Croatia, with its long Adriatic coast and an ideal Mediterranean climate, has a centuries-old history in olive cultivation. Traces of olive farming in Croatia date back to the times of the Greeks and Romans. The indigenous variety “Lastovka”, typical of the islands and the Dalmatian region, is renowned for its exceptionally high-quality olive oil, characterized by a distinct aroma and a balance of flavors.
– In the last 5 years the area under olive groves has increased by 12%. Currently occupy 19,000 hectares.
– Average production over the last 10 years: 3,860 tons.
– Consumption over the same period: 7,370 tons.
– 20 per cent of Croatian olive cultivation is intensive
– 30 per cent is in extensive cultivation in hilly and marginal areas
– On average, olive farms have less than 1 ha, and only 20% have more than 2 ha.
– 35% of the oil produced is extra virgin of high quality
It is estimated that Croatia has more than one olive tree per inhabitant, perhaps even two, and in recent years, they have harvested an average of between 35,000 and 40,000 tons of olives. Over the last fifty years, Croatia has quadrupled its production, largely due to the renewal of many old olive groves and the planting of new ones. Olives are predominantly cultivated here on family farms, while large companies are a rarity. There are only a few larger plantations that companies have established on their own land or, more often, on state-owned land leased to them. In contrast, family-owned olive farms number in the tens of thousands, and it is estimated that they own more than 95% of the trees.
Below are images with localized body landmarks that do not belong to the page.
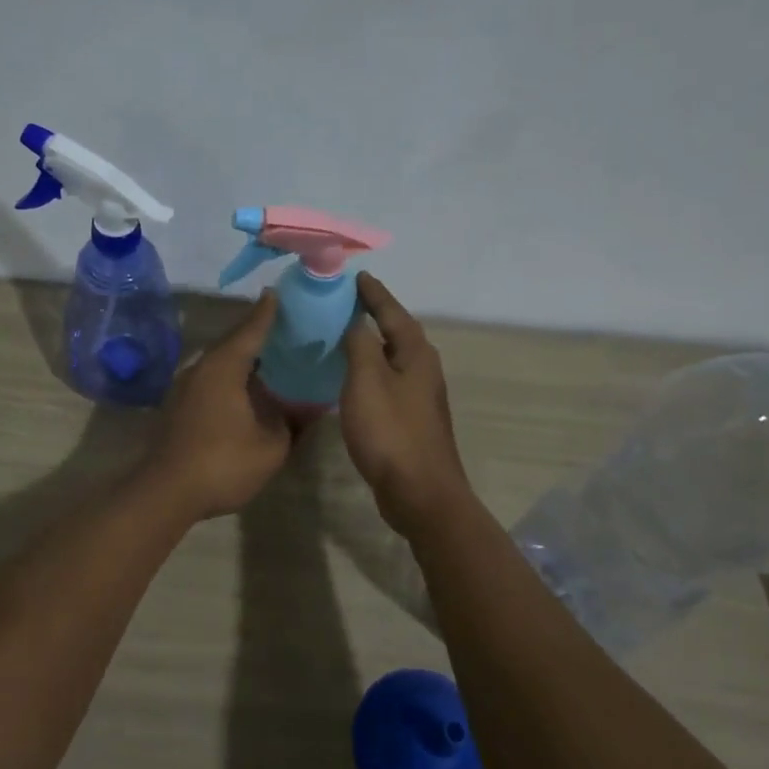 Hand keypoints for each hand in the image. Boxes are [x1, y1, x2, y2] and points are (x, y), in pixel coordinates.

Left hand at [145, 292, 293, 519]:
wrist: (166, 492)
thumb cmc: (223, 462)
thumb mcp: (272, 446)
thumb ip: (291, 422)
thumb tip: (306, 408)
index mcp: (225, 366)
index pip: (251, 330)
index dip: (268, 313)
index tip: (279, 294)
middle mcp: (202, 368)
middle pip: (233, 343)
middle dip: (257, 335)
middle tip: (285, 329)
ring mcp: (186, 387)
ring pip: (220, 363)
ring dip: (243, 360)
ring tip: (271, 360)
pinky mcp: (179, 407)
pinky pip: (212, 380)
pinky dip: (232, 378)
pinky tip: (247, 391)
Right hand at [341, 273, 472, 535]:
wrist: (419, 492)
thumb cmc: (391, 431)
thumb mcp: (367, 380)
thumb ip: (360, 344)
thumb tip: (356, 321)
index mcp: (416, 354)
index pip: (393, 312)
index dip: (374, 294)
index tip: (356, 276)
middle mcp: (423, 369)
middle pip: (397, 332)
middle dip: (375, 314)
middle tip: (347, 300)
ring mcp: (420, 396)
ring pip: (393, 357)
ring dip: (372, 342)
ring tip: (345, 333)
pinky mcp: (411, 419)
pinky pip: (388, 380)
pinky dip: (370, 369)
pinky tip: (353, 378) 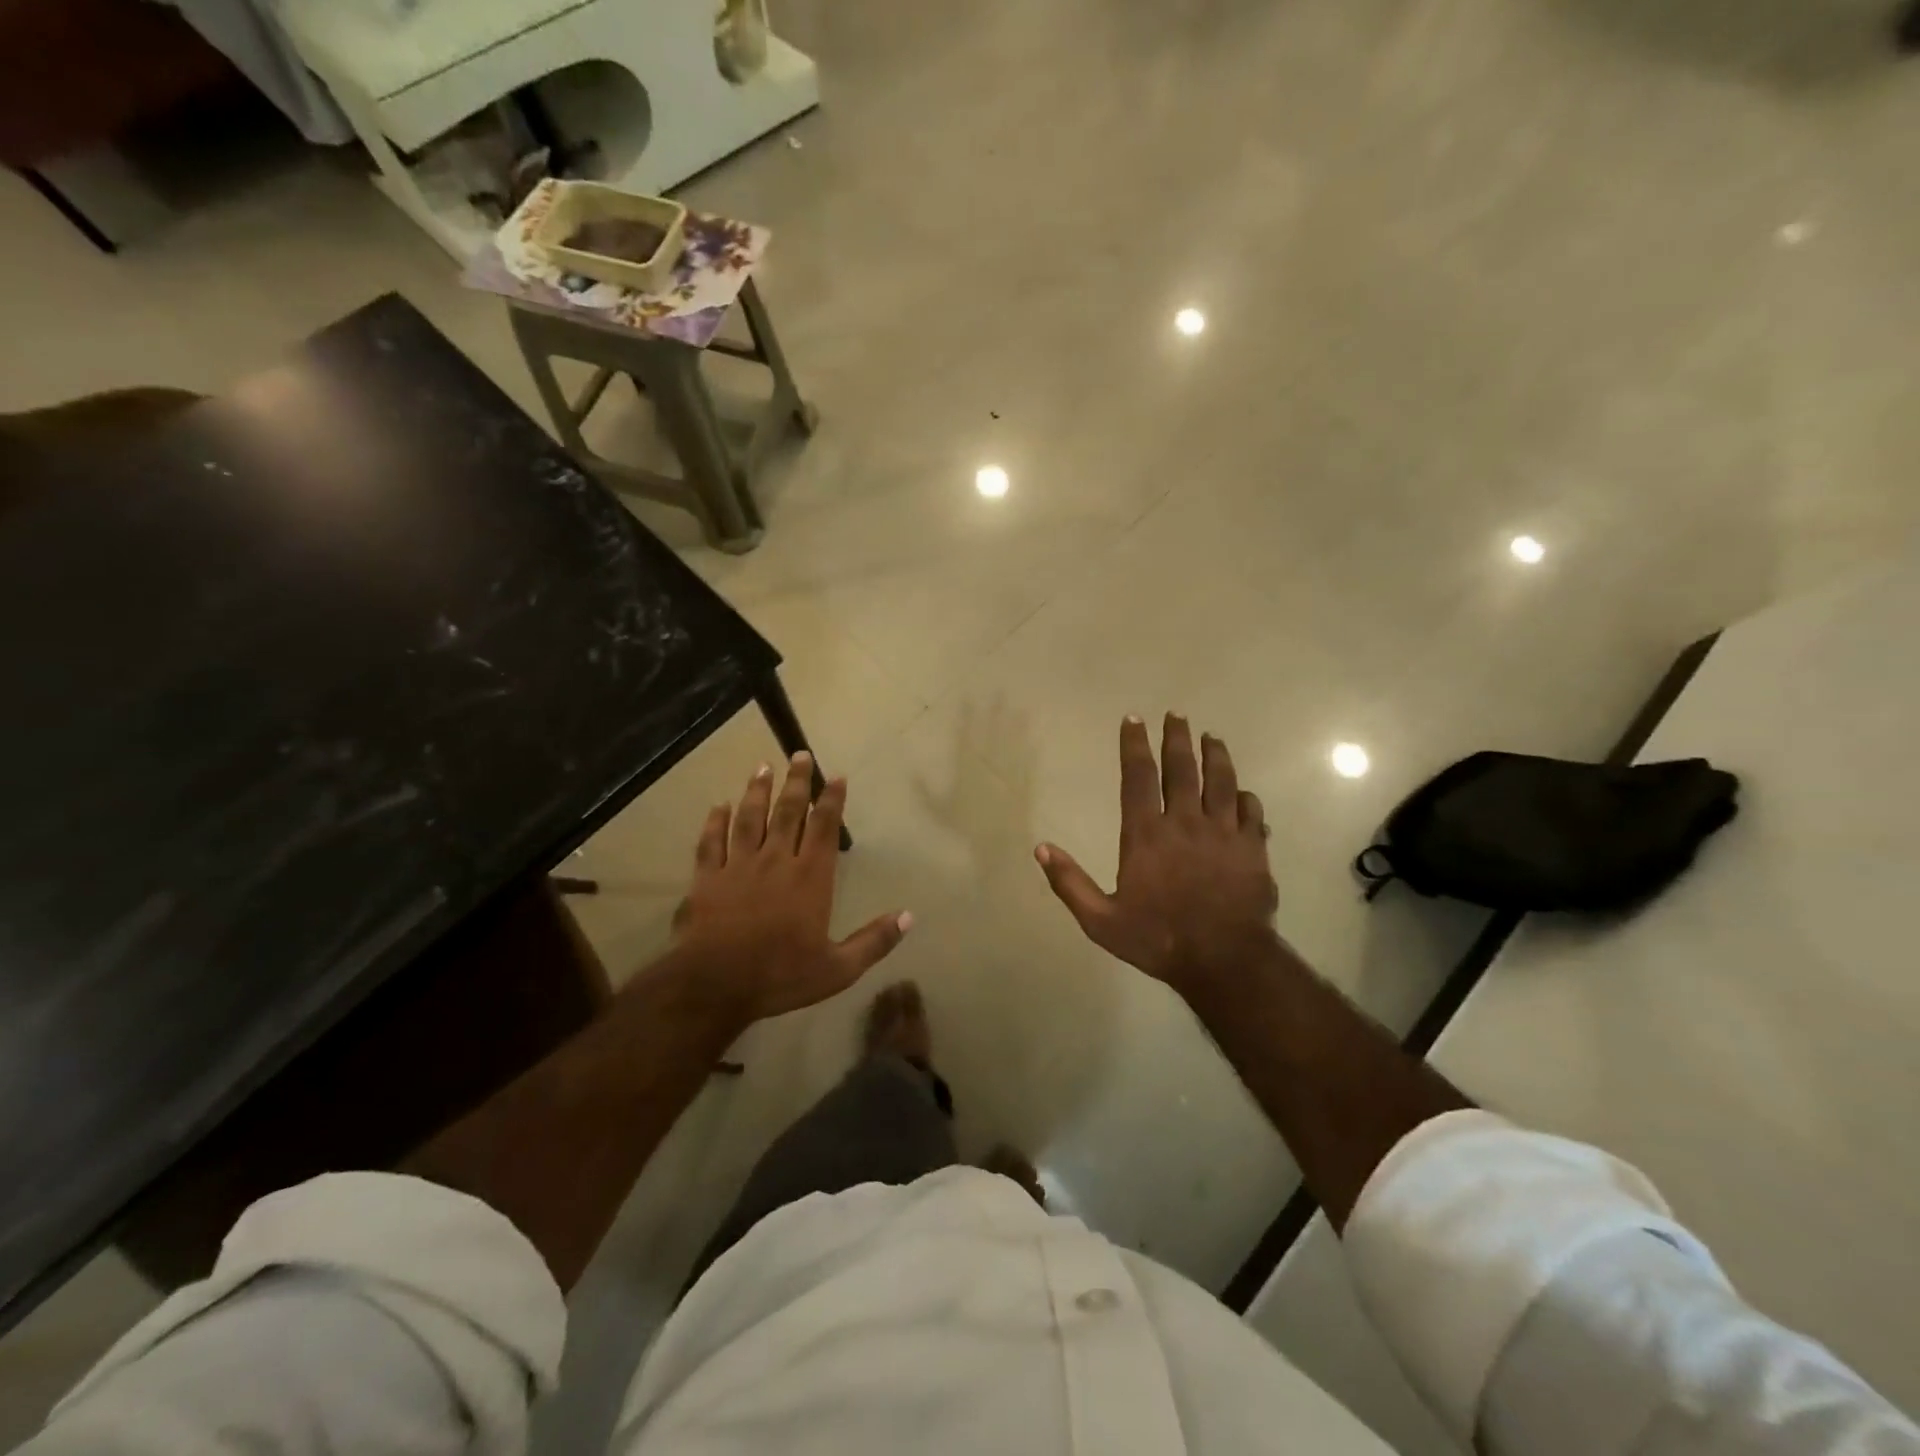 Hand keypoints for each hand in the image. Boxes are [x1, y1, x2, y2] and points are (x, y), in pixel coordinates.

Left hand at [671, 754, 909, 1023]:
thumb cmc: (780, 975)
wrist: (714, 985)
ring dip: (757, 791)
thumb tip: (909, 916)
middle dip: (797, 782)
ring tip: (763, 767)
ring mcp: (738, 866)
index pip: (824, 827)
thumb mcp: (837, 969)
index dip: (831, 800)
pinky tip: (719, 806)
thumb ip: (874, 941)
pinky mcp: (707, 879)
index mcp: (809, 877)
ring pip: (749, 818)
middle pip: (787, 812)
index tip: (836, 776)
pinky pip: (711, 843)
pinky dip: (715, 822)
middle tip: (800, 754)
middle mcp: (775, 861)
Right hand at [1035, 715, 1278, 999]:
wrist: (1225, 961)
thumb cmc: (1158, 938)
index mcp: (1145, 834)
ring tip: (1212, 738)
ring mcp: (1224, 832)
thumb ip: (1070, 883)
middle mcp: (1185, 822)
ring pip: (1222, 781)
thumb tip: (1041, 849)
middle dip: (1177, 738)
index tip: (1133, 718)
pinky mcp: (1254, 848)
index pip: (1137, 777)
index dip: (1133, 744)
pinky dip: (1246, 798)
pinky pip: (1252, 812)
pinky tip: (1243, 792)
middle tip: (1176, 714)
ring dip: (1216, 756)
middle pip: (1182, 768)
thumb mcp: (1100, 920)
The consumption of olive oil in the country is low, averaging 1.06 liters per household member, and if we add restaurant consumption, the total per capita olive oil consumption is 1.5 liters per year. Significant regional differences impact these figures; consumption on the coastal part of Croatia is at the level of the Mediterranean average, while in continental Croatia, it is negligible.